• Extracted data entries
▬▬▬▬▬▬
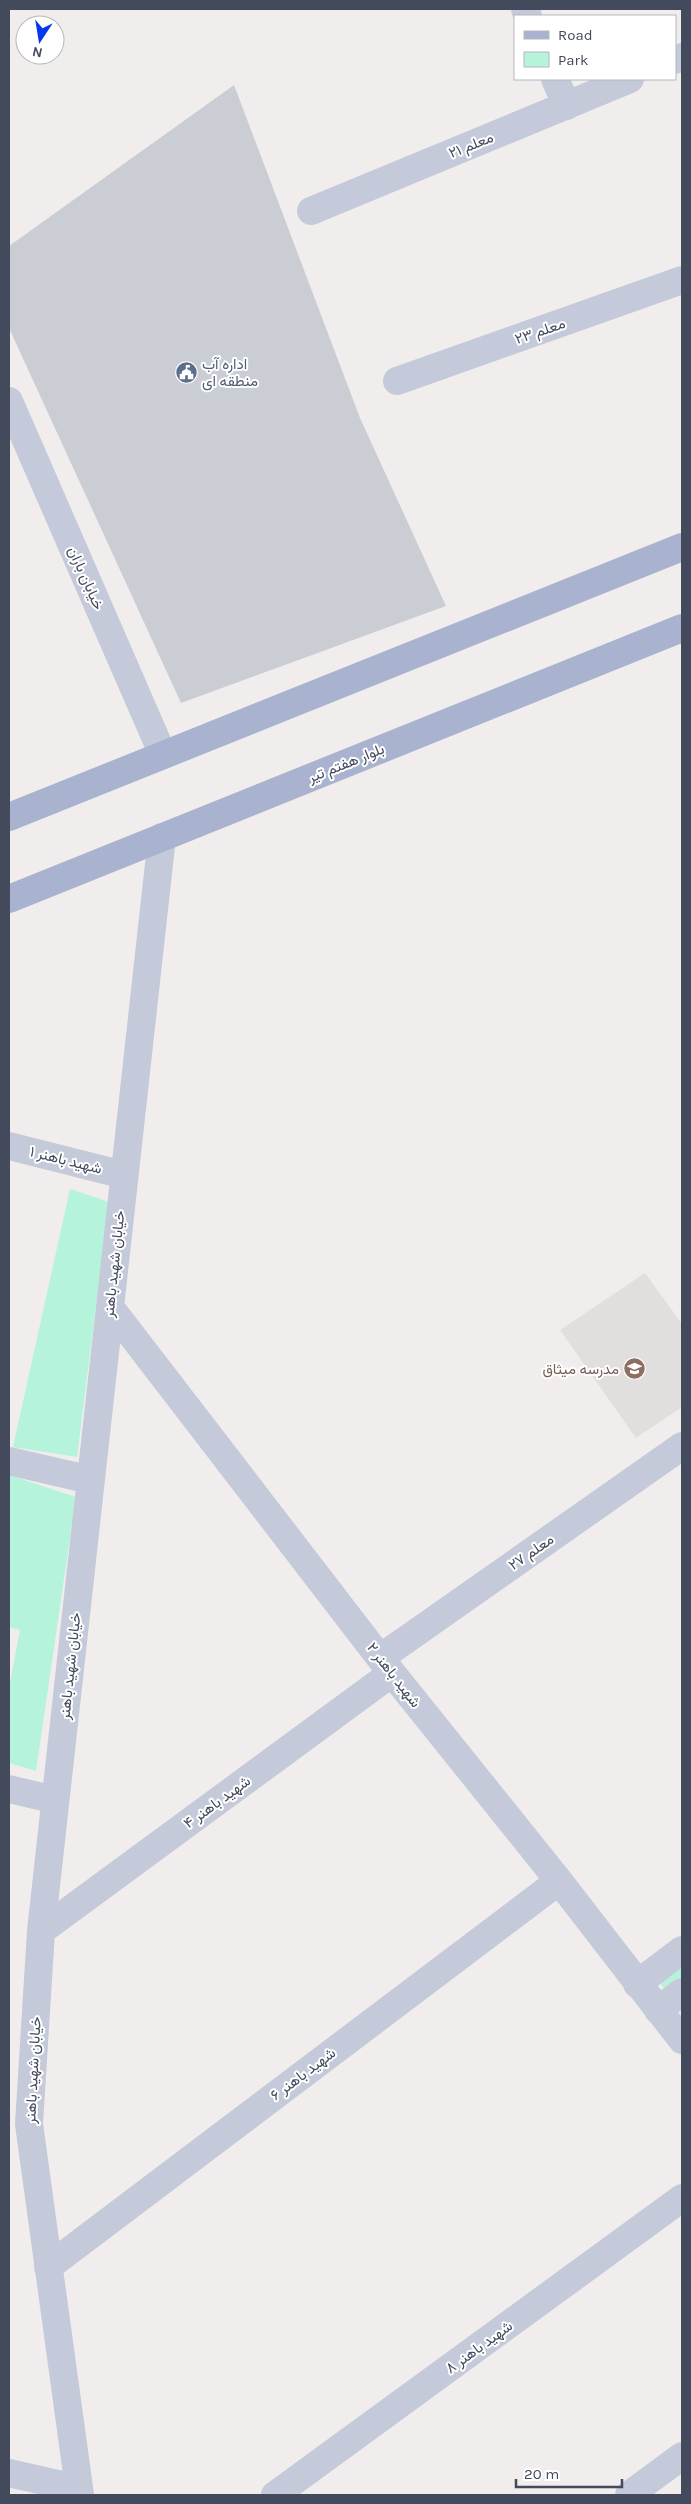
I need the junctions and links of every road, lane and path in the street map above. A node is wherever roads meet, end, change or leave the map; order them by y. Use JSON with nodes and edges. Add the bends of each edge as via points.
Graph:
{"nodes":[{"id":1,"x":555,"y":80,"type":"edge"},
{"id":2,"x":628,"y":80,"type":"edge"},
{"id":3,"x":566,"y":106,"type":"junction"},
{"id":4,"x":311,"y":211,"type":"dead end"},
{"id":5,"x":682,"y":280,"type":"edge"},
{"id":6,"x":397,"y":381,"type":"dead end"},
{"id":7,"x":9,"y":401,"type":"edge"},
{"id":8,"x":682,"y":547,"type":"edge"},
{"id":9,"x":682,"y":628,"type":"edge"},
{"id":10,"x":163,"y":755,"type":"junction"},
{"id":11,"x":9,"y":817,"type":"edge"},
{"id":12,"x":162,"y":837,"type":"junction"},
{"id":13,"x":9,"y":899,"type":"edge"},
{"id":14,"x":9,"y":1146,"type":"edge"},
{"id":15,"x":124,"y":1175,"type":"junction"},
{"id":16,"x":110,"y":1307,"type":"junction"},
{"id":17,"x":682,"y":1446,"type":"edge"},
{"id":18,"x":9,"y":1461,"type":"edge"},
{"id":19,"x":90,"y":1480,"type":"junction"},
{"id":20,"x":386,"y":1665,"type":"junction"},
{"id":21,"x":9,"y":1789,"type":"edge"},
{"id":22,"x":55,"y":1800,"type":"junction"},
{"id":23,"x":559,"y":1881,"type":"junction"},
{"id":24,"x":41,"y":1931,"type":"junction"},
{"id":25,"x":682,"y":1950,"type":"edge"},
{"id":26,"x":637,"y":1984,"type":"junction"},
{"id":27,"x":675,"y":2001,"type":"edge"},
{"id":28,"x":682,"y":2040,"type":"edge"},
{"id":29,"x":20,"y":2134,"type":"edge"},
{"id":30,"x":682,"y":2198,"type":"edge"},
{"id":31,"x":48,"y":2267,"type":"junction"},
{"id":32,"x":682,"y":2456,"type":"edge"},
{"id":33,"x":9,"y":2473,"type":"edge"},
{"id":34,"x":79,"y":2492,"type":"edge"},
{"id":35,"x":275,"y":2495,"type":"edge"},
{"id":36,"x":629,"y":2495,"type":"edge"}],
"edges":[{"from":1,"to":3,"type":"street"},
{"from":2,"to":3,"type":"street","name":"معلم ۲۱"},
{"from":3,"to":4,"type":"street","name":"معلم ۲۱"},
{"from":5,"to":6,"type":"street","name":"معلم ۲۳"},
{"from":7,"to":10,"type":"street","name":"خیابان باران"},
{"from":8,"to":10,"type":"main road"},
{"from":9,"to":12,"type":"main road","name":"بلوار هفتم تیر"},
{"from":10,"to":11,"type":"main road"},
{"from":12,"to":13,"type":"main road","name":"بلوار هفتم تیر"},
{"from":12,"to":15,"type":"street","name":"خیابان شهید باهنر"},
{"from":14,"to":15,"type":"street","name":"شهید باهنر ۱"},
{"from":15,"to":16,"type":"street","name":"خیابان شهید باهنر"},
{"from":16,"to":19,"type":"street","name":"خیابان شهید باهنر"},
{"from":16,"to":20,"type":"street","name":"شهید باهنر ۲"},
{"from":17,"to":20,"type":"street","name":"معلم ۲۷"},
{"from":18,"to":19,"type":"street"},
{"from":19,"to":22,"type":"street","name":"خیابان شهید باهنر"},
{"from":20,"to":23,"type":"street","name":"شهید باهنر ۲"},
{"from":20,"to":24,"type":"street","name":"شهید باهنر ۴"},
{"from":21,"to":22,"type":"street"},
{"from":22,"to":24,"type":"street","name":"خیابان شهید باهنر"},
{"from":23,"to":26,"type":"street","name":"شهید باهنر ۲"},
{"from":23,"to":31,"type":"street","name":"شهید باهنر ۶"},
{"from":24,"to":29,"type":"street","name":"خیابان شهید باهنر","via":[[30,2124]]},
{"from":25,"to":26,"type":"street"},
{"from":26,"to":27,"type":"street","name":"شهید باهنر ۲"},
{"from":27,"to":28,"type":"street","name":"شهید باهنر ۲"},
{"from":29,"to":31,"type":"street","name":"خیابان شهید باهنر"},
{"from":30,"to":35,"type":"street","name":"شهید باهنر ۸"},
{"from":31,"to":34,"type":"street","name":"خیابان شهید باهنر"},
{"from":32,"to":36,"type":"street"},
{"from":33,"to":34,"type":"street"}]}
▬▬▬▬▬▬
• Exercise aim
Among the entries above, how many lines contain the string "بلوار"? Only the number should be given.

• Solution to the problem
2